We have a space pipeline that processes messages from a chats. We use a document per message and have Doc extensions to pass in extra information that is used in our pipeline components, e.g with an identifier for each chat, the names of the participants, who sent the chat message, etc. We then have to separately call Language.make_doc to create a Doc instance, add the required data, and then thread the document through a loop over the pipeline components (is there a better way of handling this in Spacy?).
I’m wondering how we can use Prodigy with this pipeline, as I see no way to pass in the information required. I see the Prodigy meta field, but don’t think that does what we need.
You could use Language.pipe and set as_tuples=True, to process the documents as (text, context) tuples. For example:
messages = [('This is a message', {'user_id': 123})]
for doc, meta in nlp.pipe(messages, as_tuples=True):
# do something with the docs and meta, e.g. add it to a custom attribute
doc._.meta_data = meta
Annotation tasks are simple dictionaries that can be structured however you like. Depending on the recipe and annotation interface you want to use, Prodigy expects some keys to be present (for example, "text", "spans" or "label") – but aside from that, you can freely add your own fields and data that should be stored with the task. For example:
{"text": "This is a message", "user_id": 123}
When you annotate the task, the annotations are added and its saved to the database, together with your custom fields.
The "meta" field is mostly intended for metadata that should be displayed to the annotator (in the bottom right corner of the annotation card). You could consider adding some of your metadata here as well, especially in the early development / exploration phase. If you come across strange or interesting examples, it's often good to know their context.
Thank you for your quick reply, Ines. I hadn’t seen as_tuples, so thank you for pointing it out. However I don’t think it does quite what we need, as the context isn’t available to the pipeline components when processing a document, if I understand correctly.
Similarly the custom fields in the task are not available in the pipeline components executed by prodigy as part of the spacy model, as far as I can tell.
The use case here is to get references to chat participants annotated with PARTICIPANT labels. Knowing the names of the participants obviously makes this task much easier. We could resort to using a global data structure, but that would break Spacy’s nice model packaging, and wouldn’t work with Prodigy.
Ah, sorry – I didn’t realise you needed the metadata to be available for other pipeline components. In that case, a solution could be to use your own tokenizer and make_doc function that takes both the text and the metadata, for example as a JSON-serializable object:
def custom_tokenizer(tokenizer):
def make_doc(data):
doc = tokenizer(data['text']) # tokenize the text
doc._.metadata = data # do something with the meta
return doc
return make_doc
nlp.tokenizer = custom_tokenizer(nlp.tokenizer)

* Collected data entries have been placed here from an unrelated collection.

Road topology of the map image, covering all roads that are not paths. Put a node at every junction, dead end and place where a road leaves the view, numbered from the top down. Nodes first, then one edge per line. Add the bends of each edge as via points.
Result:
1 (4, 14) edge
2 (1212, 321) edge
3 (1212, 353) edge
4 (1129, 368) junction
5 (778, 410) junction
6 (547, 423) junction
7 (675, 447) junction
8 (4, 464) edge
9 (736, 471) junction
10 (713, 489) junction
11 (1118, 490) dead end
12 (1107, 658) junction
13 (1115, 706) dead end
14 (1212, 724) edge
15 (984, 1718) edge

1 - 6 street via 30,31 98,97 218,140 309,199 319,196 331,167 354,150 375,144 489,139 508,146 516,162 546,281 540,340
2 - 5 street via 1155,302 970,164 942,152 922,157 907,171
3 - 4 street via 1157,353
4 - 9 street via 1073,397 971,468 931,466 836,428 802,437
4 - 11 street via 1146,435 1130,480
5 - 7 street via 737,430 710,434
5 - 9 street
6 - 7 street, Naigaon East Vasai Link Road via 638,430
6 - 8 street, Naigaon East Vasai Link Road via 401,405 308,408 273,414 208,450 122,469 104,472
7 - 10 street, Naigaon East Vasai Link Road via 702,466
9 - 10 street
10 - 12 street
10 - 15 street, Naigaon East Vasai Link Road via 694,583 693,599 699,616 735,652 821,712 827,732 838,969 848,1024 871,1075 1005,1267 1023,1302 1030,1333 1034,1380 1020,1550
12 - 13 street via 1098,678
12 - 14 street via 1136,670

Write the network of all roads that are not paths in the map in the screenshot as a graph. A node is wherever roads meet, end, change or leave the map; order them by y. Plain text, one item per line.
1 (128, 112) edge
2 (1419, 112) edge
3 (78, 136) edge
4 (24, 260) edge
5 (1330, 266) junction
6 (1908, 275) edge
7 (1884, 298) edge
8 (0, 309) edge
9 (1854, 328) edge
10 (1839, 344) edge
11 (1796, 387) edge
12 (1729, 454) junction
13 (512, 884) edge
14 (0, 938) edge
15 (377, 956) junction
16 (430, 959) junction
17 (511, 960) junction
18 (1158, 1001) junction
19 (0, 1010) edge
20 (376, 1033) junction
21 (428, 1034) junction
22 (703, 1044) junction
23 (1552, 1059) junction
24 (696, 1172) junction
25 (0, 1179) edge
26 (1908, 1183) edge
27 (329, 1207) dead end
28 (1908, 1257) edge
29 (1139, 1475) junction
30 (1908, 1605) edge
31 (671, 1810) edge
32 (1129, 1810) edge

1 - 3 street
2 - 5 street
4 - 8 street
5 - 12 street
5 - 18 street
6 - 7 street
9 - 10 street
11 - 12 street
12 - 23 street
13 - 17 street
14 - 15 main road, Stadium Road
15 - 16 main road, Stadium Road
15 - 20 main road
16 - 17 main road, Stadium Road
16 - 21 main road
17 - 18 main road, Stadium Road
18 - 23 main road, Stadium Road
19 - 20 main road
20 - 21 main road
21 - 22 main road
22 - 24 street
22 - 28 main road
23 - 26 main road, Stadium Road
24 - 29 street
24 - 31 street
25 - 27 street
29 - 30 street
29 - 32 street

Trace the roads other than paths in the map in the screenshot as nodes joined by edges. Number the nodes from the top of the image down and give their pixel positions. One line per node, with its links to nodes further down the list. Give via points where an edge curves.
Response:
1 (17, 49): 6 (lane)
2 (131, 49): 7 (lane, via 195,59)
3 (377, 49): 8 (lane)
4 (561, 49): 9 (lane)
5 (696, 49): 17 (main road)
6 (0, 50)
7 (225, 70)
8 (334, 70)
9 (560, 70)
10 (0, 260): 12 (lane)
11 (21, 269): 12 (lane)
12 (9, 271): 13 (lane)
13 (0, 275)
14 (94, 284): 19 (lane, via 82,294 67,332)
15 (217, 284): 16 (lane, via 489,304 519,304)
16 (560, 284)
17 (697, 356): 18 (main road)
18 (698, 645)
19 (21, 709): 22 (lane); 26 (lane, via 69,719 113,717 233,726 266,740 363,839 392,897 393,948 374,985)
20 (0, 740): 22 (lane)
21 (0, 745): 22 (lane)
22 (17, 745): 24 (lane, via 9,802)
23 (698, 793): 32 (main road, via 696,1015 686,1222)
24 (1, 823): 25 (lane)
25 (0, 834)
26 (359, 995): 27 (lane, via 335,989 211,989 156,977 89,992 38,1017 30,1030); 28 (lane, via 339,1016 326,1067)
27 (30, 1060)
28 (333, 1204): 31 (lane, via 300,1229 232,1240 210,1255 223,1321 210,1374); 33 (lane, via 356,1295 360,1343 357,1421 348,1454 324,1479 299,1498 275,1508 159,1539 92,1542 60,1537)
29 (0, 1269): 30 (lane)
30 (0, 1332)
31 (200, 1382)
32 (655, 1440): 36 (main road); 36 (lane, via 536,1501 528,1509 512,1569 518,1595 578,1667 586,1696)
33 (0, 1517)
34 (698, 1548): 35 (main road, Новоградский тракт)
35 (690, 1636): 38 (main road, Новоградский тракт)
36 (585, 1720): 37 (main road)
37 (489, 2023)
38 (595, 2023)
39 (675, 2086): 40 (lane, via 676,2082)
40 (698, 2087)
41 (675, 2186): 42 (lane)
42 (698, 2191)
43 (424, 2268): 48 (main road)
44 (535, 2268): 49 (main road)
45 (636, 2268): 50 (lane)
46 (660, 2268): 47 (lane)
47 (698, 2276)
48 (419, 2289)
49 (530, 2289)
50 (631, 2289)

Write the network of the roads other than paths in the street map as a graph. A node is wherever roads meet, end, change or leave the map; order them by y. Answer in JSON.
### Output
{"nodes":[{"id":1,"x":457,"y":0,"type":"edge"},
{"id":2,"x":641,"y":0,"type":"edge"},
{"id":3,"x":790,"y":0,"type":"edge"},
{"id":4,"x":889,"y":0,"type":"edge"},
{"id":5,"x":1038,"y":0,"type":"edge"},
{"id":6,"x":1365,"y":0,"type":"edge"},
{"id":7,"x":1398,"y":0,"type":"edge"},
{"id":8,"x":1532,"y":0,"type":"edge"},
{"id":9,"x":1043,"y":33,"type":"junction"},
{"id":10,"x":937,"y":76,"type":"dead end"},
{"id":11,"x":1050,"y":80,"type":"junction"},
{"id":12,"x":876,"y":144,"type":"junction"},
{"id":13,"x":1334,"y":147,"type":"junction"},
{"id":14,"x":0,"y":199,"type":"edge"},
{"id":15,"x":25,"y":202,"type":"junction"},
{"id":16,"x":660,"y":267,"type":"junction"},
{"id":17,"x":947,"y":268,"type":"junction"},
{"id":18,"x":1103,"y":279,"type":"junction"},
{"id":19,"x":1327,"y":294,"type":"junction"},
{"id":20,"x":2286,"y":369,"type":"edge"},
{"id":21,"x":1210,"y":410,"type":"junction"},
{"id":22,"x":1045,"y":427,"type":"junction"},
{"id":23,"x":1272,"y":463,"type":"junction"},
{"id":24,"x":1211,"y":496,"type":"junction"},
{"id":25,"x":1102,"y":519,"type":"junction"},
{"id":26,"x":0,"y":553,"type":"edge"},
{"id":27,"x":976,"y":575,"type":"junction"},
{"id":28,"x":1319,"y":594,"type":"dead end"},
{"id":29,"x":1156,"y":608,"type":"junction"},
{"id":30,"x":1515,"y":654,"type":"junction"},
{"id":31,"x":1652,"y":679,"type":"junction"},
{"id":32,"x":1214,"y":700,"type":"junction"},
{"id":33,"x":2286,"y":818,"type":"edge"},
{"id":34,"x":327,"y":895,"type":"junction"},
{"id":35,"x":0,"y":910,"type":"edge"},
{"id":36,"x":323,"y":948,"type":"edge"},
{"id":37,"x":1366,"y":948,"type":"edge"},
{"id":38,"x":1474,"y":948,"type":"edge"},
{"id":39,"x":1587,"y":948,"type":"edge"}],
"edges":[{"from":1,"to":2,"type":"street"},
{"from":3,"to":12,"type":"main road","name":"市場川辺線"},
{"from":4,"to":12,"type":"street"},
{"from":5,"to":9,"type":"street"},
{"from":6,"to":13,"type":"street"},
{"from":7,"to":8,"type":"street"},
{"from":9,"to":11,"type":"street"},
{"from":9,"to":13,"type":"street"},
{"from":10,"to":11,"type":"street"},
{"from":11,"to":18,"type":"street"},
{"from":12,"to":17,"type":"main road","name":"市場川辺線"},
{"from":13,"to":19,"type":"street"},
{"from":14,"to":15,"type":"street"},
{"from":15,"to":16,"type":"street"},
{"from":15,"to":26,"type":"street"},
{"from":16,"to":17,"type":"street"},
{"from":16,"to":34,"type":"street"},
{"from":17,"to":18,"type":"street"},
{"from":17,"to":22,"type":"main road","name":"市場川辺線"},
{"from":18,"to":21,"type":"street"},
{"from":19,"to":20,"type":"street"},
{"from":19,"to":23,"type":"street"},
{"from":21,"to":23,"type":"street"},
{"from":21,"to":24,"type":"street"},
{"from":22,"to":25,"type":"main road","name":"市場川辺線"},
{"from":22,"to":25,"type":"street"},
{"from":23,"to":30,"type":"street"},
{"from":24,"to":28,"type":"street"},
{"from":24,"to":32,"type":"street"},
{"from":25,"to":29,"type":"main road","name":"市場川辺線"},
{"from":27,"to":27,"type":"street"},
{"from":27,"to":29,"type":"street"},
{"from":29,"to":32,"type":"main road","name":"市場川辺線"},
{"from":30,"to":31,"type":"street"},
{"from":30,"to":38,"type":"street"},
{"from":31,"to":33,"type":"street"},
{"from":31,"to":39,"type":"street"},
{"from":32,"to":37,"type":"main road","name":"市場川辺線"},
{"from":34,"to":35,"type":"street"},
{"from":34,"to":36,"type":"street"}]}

This would let you call nlp on a dictionary instead of a string. The tokenizer then takes care of extracting the text, tokenizing it and setting the metadata as an attribute on the newly constructed Doc.
doc = nlp({'text': 'This is a message', 'user_id': 123})
You can also package your tokenizer and your other custom pipeline components with your model by including them in the model package’s __init__.py. If your model’s load() method returns an initialised Language class, you’ll be able to load it like any other spaCy model.
If you do end up modifying the tokenizer to allow your Language object to take a dictionary, you will need to customise a few things in your Prodigy recipes – ultimately, this depends on what exactly you’re trying to annotate and how you want to present the annotation tasks.
Hi @ines I would like to apply a NER model to examples (not annotated) in JSONL format. In someway I can get the the example tagged from DB as:
import spacy
from prodigy.components.db import connect
DB = connect()
examples = DB.get_dataset("t4")
examples = [eg for eg in examples if eg['answer'] == 'accept']
nlp = spacy.load('model_T_2_1')
ex=[]
examples_tag=[]
for i in range(len(examples)):
ex.append(examples[i]["text"])
for doc in nlp.pipe(ex):
# get all existing entity spans with start, end and label
spans = [{'start': ent.start_char, 'end': ent.end_char,
'label': ent.label_,'text':ent.text} for ent in doc.ents]
examples_tag.append({'text': doc.text, 'spans': spans})
Q1: There is an prodigy utility to apply the model to JSONL?
Q2: I would like to get the also meta from JSONL into the tagged examples, but it is not clear for me how to get it.
It shows how to enqueue examples and feed them through the NER model, for annotation.
For your second question, do you simply want the metadata to be displayed to the annotator? You can do that by adding a meta key to the examples, e.g. {"text": "some text", "meta": {"key": "value"}}. This won’t use the metadata as a feature in the model, though. There’s not really a good way to do that currently.